Authored by the young Benedictine Sister Jeana Visel, Icons in the Western Church: Toward a More Sacramental Encounter deserves the widest possible readership among Western Christians.

If you count any clergy, religious, catechists, liturgists, teachers, artists, or art historians among your friends and family, order them this book for Christmas. Even if you don’t order three copies nonetheless: one for your parish, another for your diocesan liturgy office, and the third for yourself. And you will do all this because you care—as any sensate person must—about overcoming the depressing barrenness of too many Roman Catholic churches today.

The book in question is Icons in the Western Church: Toward a More Sacramental Encounter. Authored by a young Benedictine Sister Jeana Visel, this slender but vital book was published just last year by Liturgical Press. It deserves the widest possible readership among Western Christians.

I came across this book as one of my graduate students was finishing her thesis this summer on the non-reception of Nicaea II in the Latin Church, and the periodic outbreaks of iconoclasm in the same, not least after Vatican II—a point powerfully made by Joseph Ratzinger in his book The Spirit of the Liturgy. Both my grad student and Sr. Jeana have been thinking about ways to recover a theologically strong and liturgically healthy use of images in the Western Church today.

Readers may recall that I proposed such a recovery of iconography back in February when I made some modest suggestions about what the West could and should learn from the East. Some of my more sensible interlocutors demurred slightly from my point that the West could adopt Byzantine iconography wholesale—a not unimportant point in light of the ecumenical principle that indigenous liturgical traditions should avoid use of other traditions without very good reasons.

But now Sr. Jeana has come along and written a much fuller answer to the challenges that I only mentioned in passing. Her book begins with a brief introduction to how the Christian East has historically understood and used icons. After that first chapter, which gives just enough history without being overwhelming, she then spends the remaining five chapters of this relatively short book looking at images in the Western Church; at Vatican II and its notion of “noble simplicity”; at a Western defense of icons; at the challenges facing greater Western use of icons; and then at the ecumenical implications of all this. To do all this in under 200 pages, many of which are nicely illustrated with lovely colour plates, is a formidable achievement.

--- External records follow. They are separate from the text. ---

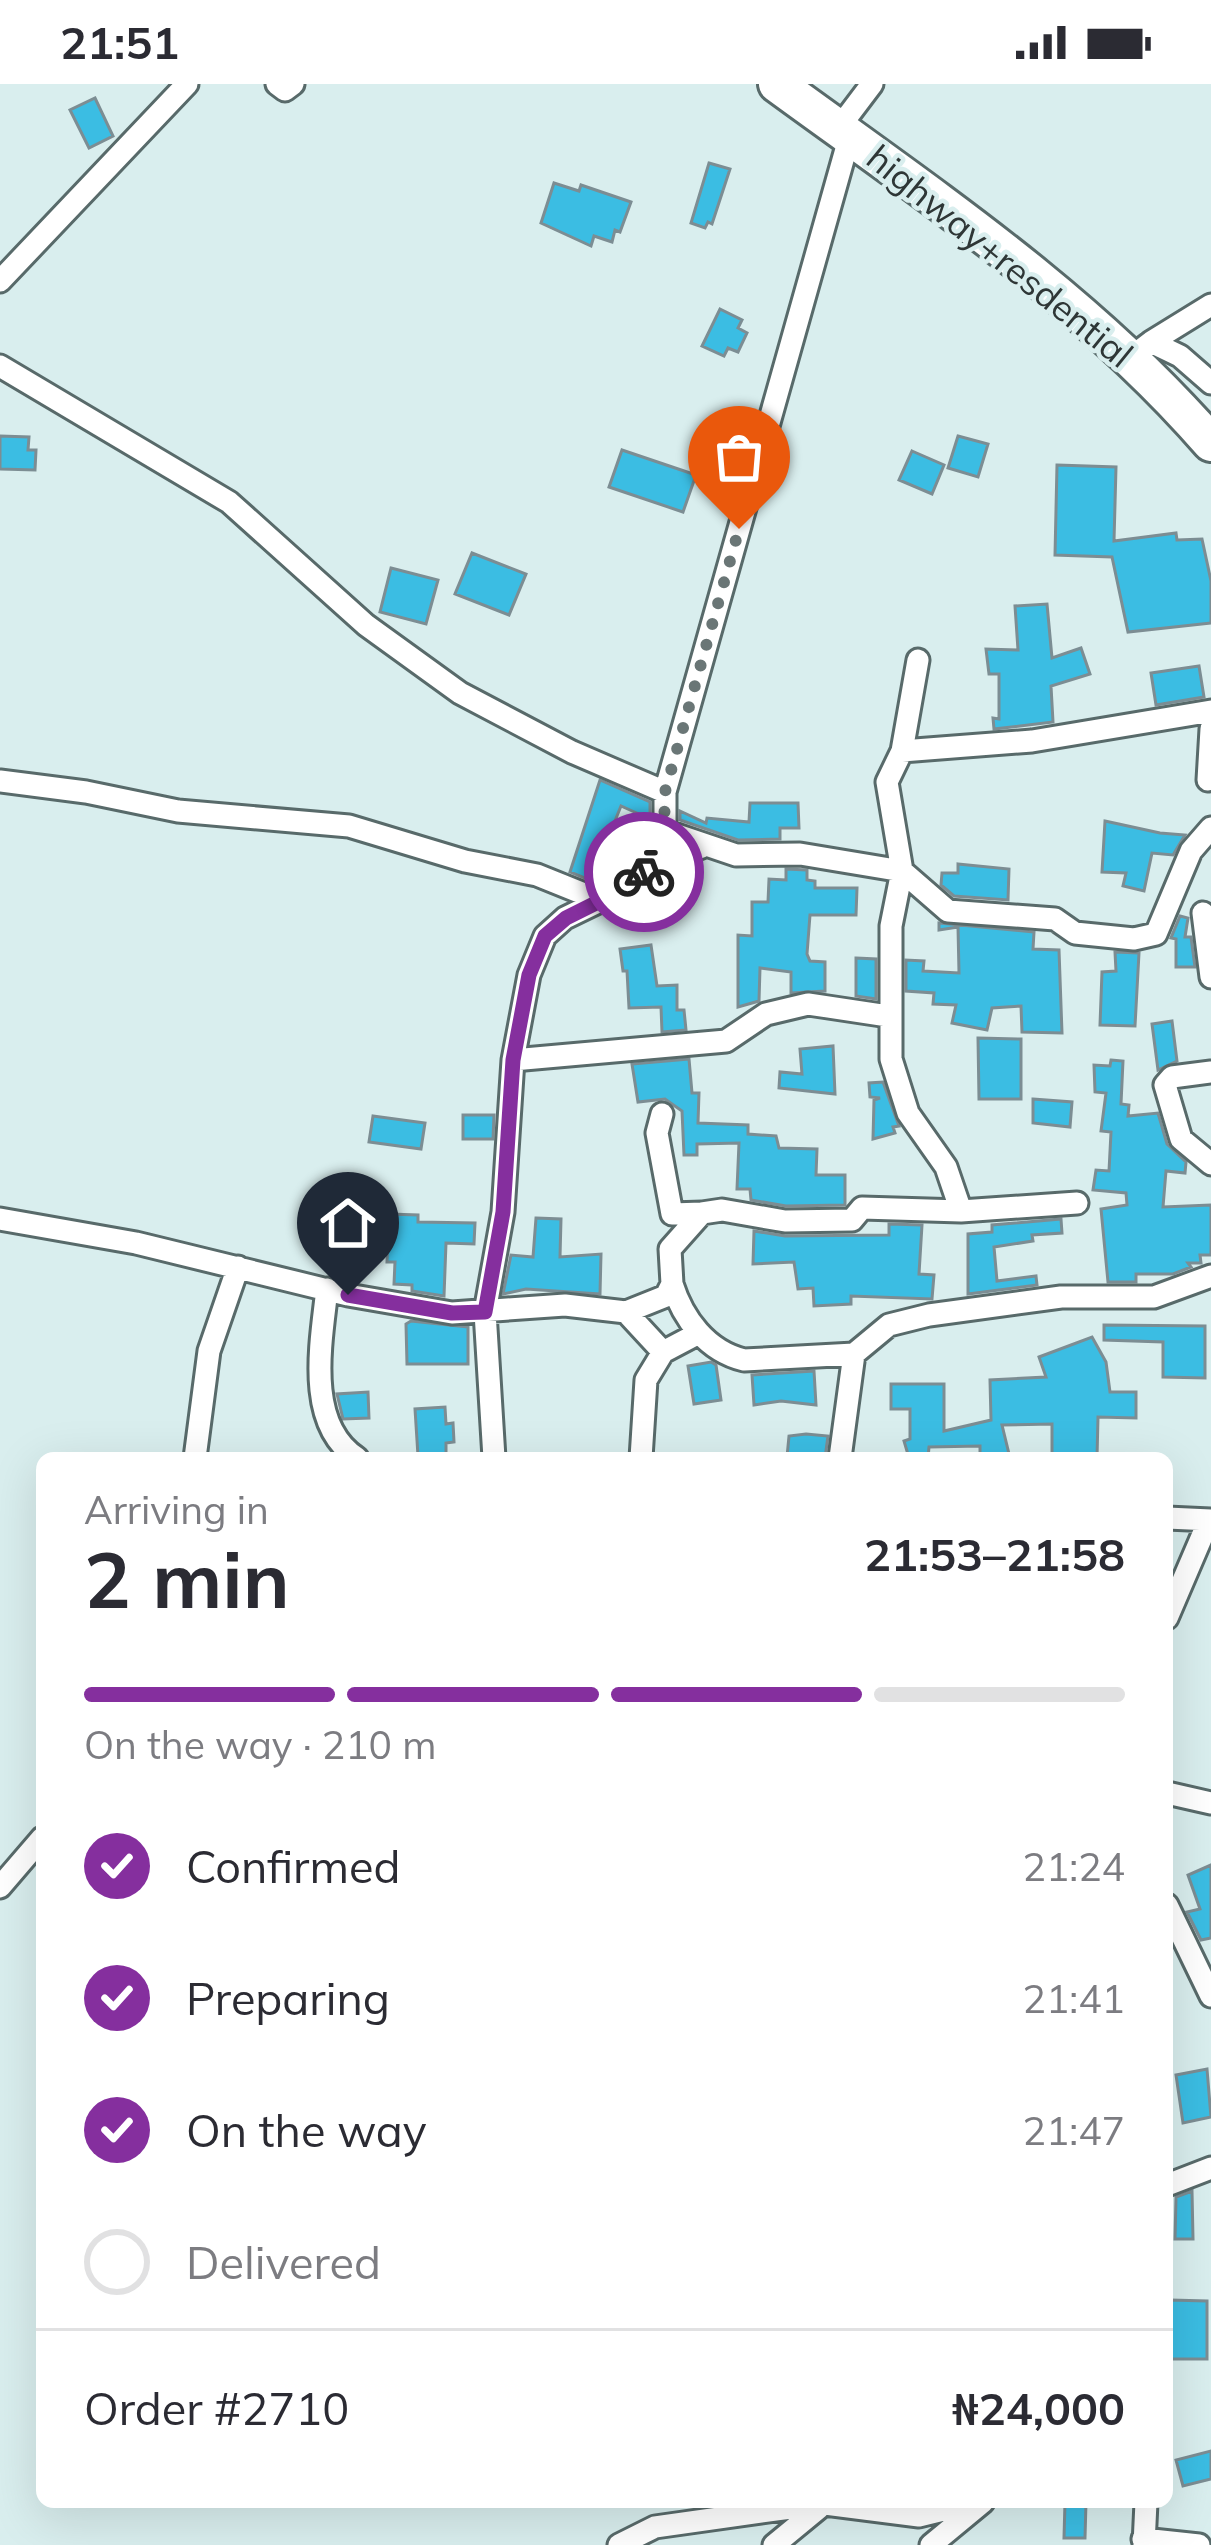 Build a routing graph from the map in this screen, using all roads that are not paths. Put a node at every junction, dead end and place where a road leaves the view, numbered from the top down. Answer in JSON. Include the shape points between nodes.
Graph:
{"nodes":[{"id":1,"x":187,"y":84,"type":"edge"},
{"id":2,"x":277,"y":84,"type":"edge"},
{"id":3,"x":293,"y":84,"type":"edge"},
{"id":4,"x":777,"y":84,"type":"edge"},
{"id":5,"x":872,"y":84,"type":"edge"},
{"id":6,"x":844,"y":132,"type":"junction"},
{"id":7,"x":0,"y":281,"type":"edge"},
{"id":8,"x":1211,"y":305,"type":"edge"},
{"id":9,"x":1140,"y":350,"type":"junction"},
{"id":10,"x":0,"y":366,"type":"edge"},
{"id":11,"x":1211,"y":383,"type":"edge"},
{"id":12,"x":1211,"y":443,"type":"edge"},
{"id":13,"x":918,"y":660,"type":"dead end"},
{"id":14,"x":1211,"y":711,"type":"edge"},
{"id":15,"x":1211,"y":729,"type":"edge"},
{"id":16,"x":902,"y":751,"type":"junction"},
{"id":17,"x":1208,"y":780,"type":"dead end"},
{"id":18,"x":0,"y":781,"type":"edge"},
{"id":19,"x":665,"y":792,"type":"junction"},
{"id":20,"x":1211,"y":828,"type":"edge"},
{"id":21,"x":664,"y":831,"type":"junction"},
{"id":22,"x":702,"y":847,"type":"junction"},
{"id":23,"x":902,"y":871,"type":"junction"},
{"id":24,"x":638,"y":882,"type":"junction"},
{"id":25,"x":599,"y":900,"type":"junction"},
{"id":26,"x":1166,"y":902,"type":"junction"},
{"id":27,"x":1207,"y":914,"type":"edge"},
{"id":28,"x":1211,"y":977,"type":"edge"},
{"id":29,"x":888,"y":1016,"type":"junction"},
{"id":30,"x":513,"y":1060,"type":"junction"},
{"id":31,"x":1211,"y":1072,"type":"edge"},
{"id":32,"x":662,"y":1114,"type":"dead end"},
{"id":33,"x":1211,"y":1164,"type":"edge"},
{"id":34,"x":1077,"y":1203,"type":"dead end"},
{"id":35,"x":961,"y":1211,"type":"junction"},
{"id":36,"x":703,"y":1213,"type":"junction"},
{"id":37,"x":0,"y":1219,"type":"edge"},
{"id":38,"x":238,"y":1267,"type":"junction"},
{"id":39,"x":1211,"y":1276,"type":"edge"},
{"id":40,"x":672,"y":1284,"type":"junction"},
{"id":41,"x":327,"y":1289,"type":"junction"},
{"id":42,"x":485,"y":1312,"type":"junction"},
{"id":43,"x":626,"y":1312,"type":"junction"},
{"id":44,"x":699,"y":1333,"type":"junction"},
{"id":45,"x":663,"y":1352,"type":"junction"},
{"id":46,"x":854,"y":1354,"type":"junction"},
{"id":47,"x":196,"y":1452,"type":"edge"},
{"id":48,"x":351,"y":1452,"type":"edge"},
{"id":49,"x":494,"y":1452,"type":"edge"},
{"id":50,"x":641,"y":1452,"type":"edge"},
{"id":51,"x":841,"y":1452,"type":"edge"},
{"id":52,"x":1173,"y":1518,"type":"edge"},
{"id":53,"x":1210,"y":1520,"type":"edge"},
{"id":54,"x":1173,"y":1604,"type":"edge"},
{"id":55,"x":1173,"y":1794,"type":"edge"},
{"id":56,"x":1211,"y":1803,"type":"edge"},
{"id":57,"x":36,"y":1845,"type":"edge"},
{"id":58,"x":0,"y":1887,"type":"edge"},
{"id":59,"x":1173,"y":1917,"type":"edge"},
{"id":60,"x":1211,"y":1996,"type":"edge"},
{"id":61,"x":1211,"y":2168,"type":"edge"},
{"id":62,"x":1173,"y":2183,"type":"edge"},
{"id":63,"x":795,"y":2508,"type":"edge"},
{"id":64,"x":820,"y":2508,"type":"edge"},
{"id":65,"x":857,"y":2508,"type":"edge"},
{"id":66,"x":954,"y":2508,"type":"edge"},
{"id":67,"x":972,"y":2508,"type":"edge"},
{"id":68,"x":1146,"y":2508,"type":"edge"},
{"id":69,"x":1143,"y":2542,"type":"edge"},
{"id":70,"x":620,"y":2545,"type":"edge"},
{"id":71,"x":774,"y":2545,"type":"edge"},
{"id":72,"x":932,"y":2545,"type":"edge"},
{"id":73,"x":1199,"y":2545,"type":"edge"}],
"edges":[{"from":1,"to":7,"type":"street"},
{"from":2,"to":3,"type":"street","via":[[286,91]]},
{"from":4,"to":6,"type":"highway","name":"highway+resdential"},
{"from":5,"to":6,"type":"street"},
{"from":6,"to":9,"type":"highway","name":"highway+resdential"},
{"from":6,"to":19,"type":"street"},
{"from":8,"to":9,"type":"street"},
{"from":9,"to":11,"type":"street","via":[[1180,356]]},
{"from":9,"to":12,"type":"highway","name":"highway+resdential"},
{"from":10,"to":19,"type":"street","via":[[230,502],[366,625],[460,693]]},
{"from":13,"to":16,"type":"street"},
{"from":14,"to":16,"type":"street","via":[[1032,741]]},
{"from":15,"to":17,"type":"street"},
{"from":16,"to":23,"type":"street","via":[[886,782]]},
{"from":18,"to":25,"type":"street","via":[[178,812],[349,826],[537,875]]},
{"from":19,"to":21,"type":"street"},
{"from":20,"to":26,"type":"street"},
{"from":21,"to":22,"type":"street"},
{"from":21,"to":24,"type":"street"},
{"from":22,"to":23,"type":"street"},
{"from":22,"to":24,"type":"street"},
{"from":23,"to":26,"type":"street","via":[[948,911],[1055,920],[1075,933],[1156,934]]},
{"from":23,"to":29,"type":"street"},
{"from":24,"to":25,"type":"street"},
{"from":25,"to":30,"type":"street","via":[[545,936]]},
{"from":26,"to":27,"type":"street"},
{"from":27,"to":28,"type":"street"},
{"from":29,"to":30,"type":"street","via":[[808,1004],[766,1014],[726,1041]]},
{"from":29,"to":35,"type":"street","via":[[908,1113],[946,1167]]},
{"from":30,"to":42,"type":"street","via":[[503,1212]]},
{"from":31,"to":33,"type":"street","via":[[1165,1085],[1181,1139]]},
{"from":32,"to":36,"type":"street","via":[[657,1133],[672,1214]]},
{"from":34,"to":35,"type":"street"},
{"from":35,"to":36,"type":"street","via":[[862,1208],[852,1220],[785,1221]]},
{"from":36,"to":40,"type":"street","via":[[670,1250]]},
{"from":37,"to":38,"type":"street"},
{"from":38,"to":41,"type":"street"},
{"from":38,"to":47,"type":"street","via":[[209,1351]]},
{"from":39,"to":46,"type":"street","via":[[1154,1297],[1061,1297],[929,1316],[889,1325]]},
{"from":40,"to":43,"type":"street","via":[[653,1305]]},
{"from":40,"to":44,"type":"street"},
{"from":41,"to":42,"type":"street"},
{"from":41,"to":48,"type":"street","via":[[325,1410],[329,1432]]},
{"from":42,"to":43,"type":"street","via":[[565,1305]]},
{"from":42,"to":49,"type":"street"},
{"from":43,"to":45,"type":"street"},
{"from":44,"to":45,"type":"street"},
{"from":44,"to":46,"type":"street","via":[[744,1360]]},
{"from":45,"to":50,"type":"street","via":[[646,1380]]},
{"from":46,"to":51,"type":"street"},
{"from":52,"to":53,"type":"street"},
{"from":53,"to":54,"type":"street"},
{"from":55,"to":56,"type":"street"},
{"from":57,"to":58,"type":"street"},
{"from":59,"to":60,"type":"street"},
{"from":61,"to":62,"type":"street"},
{"from":63,"to":70,"type":"street","via":[[655,2527]]},
{"from":64,"to":71,"type":"street"},
{"from":65,"to":66,"type":"street","via":[[920,2516]]},
{"from":67,"to":72,"type":"street"},
{"from":68,"to":69,"type":"street"},
{"from":69,"to":73,"type":"street"}]}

Visel begins by noting a phenomenon others have seen in the last two decades especially: the increasing fascination with, and use of, icons by Western Christians, both Protestant and Catholic. While later in the book she strongly encourages yet greater Western usage, she rightly notes at this point that many who are drawn to icons have only a very vague understanding of their theology and history, and the spiritual disciplines necessary to produce them. If they are to have a deeper understanding, then we must begin in the context where icons begin, and thus we turn to the East for some answers to basic questions such as what icons are, how they developed out of a Scriptural theology of the Incarnation, and how they are governed by guidelines that have developed down through the centuries in Egypt, Russia, Syria, and elsewhere. Her first chapter ends with a brief history of the iconoclast crisis that ran, roughly, from the seventh to ninth centuries. This chapter draws on just about every leading Eastern source today, but displays all this learning with a light hand, making it very accessible for the reader coming to the subject with little to no background.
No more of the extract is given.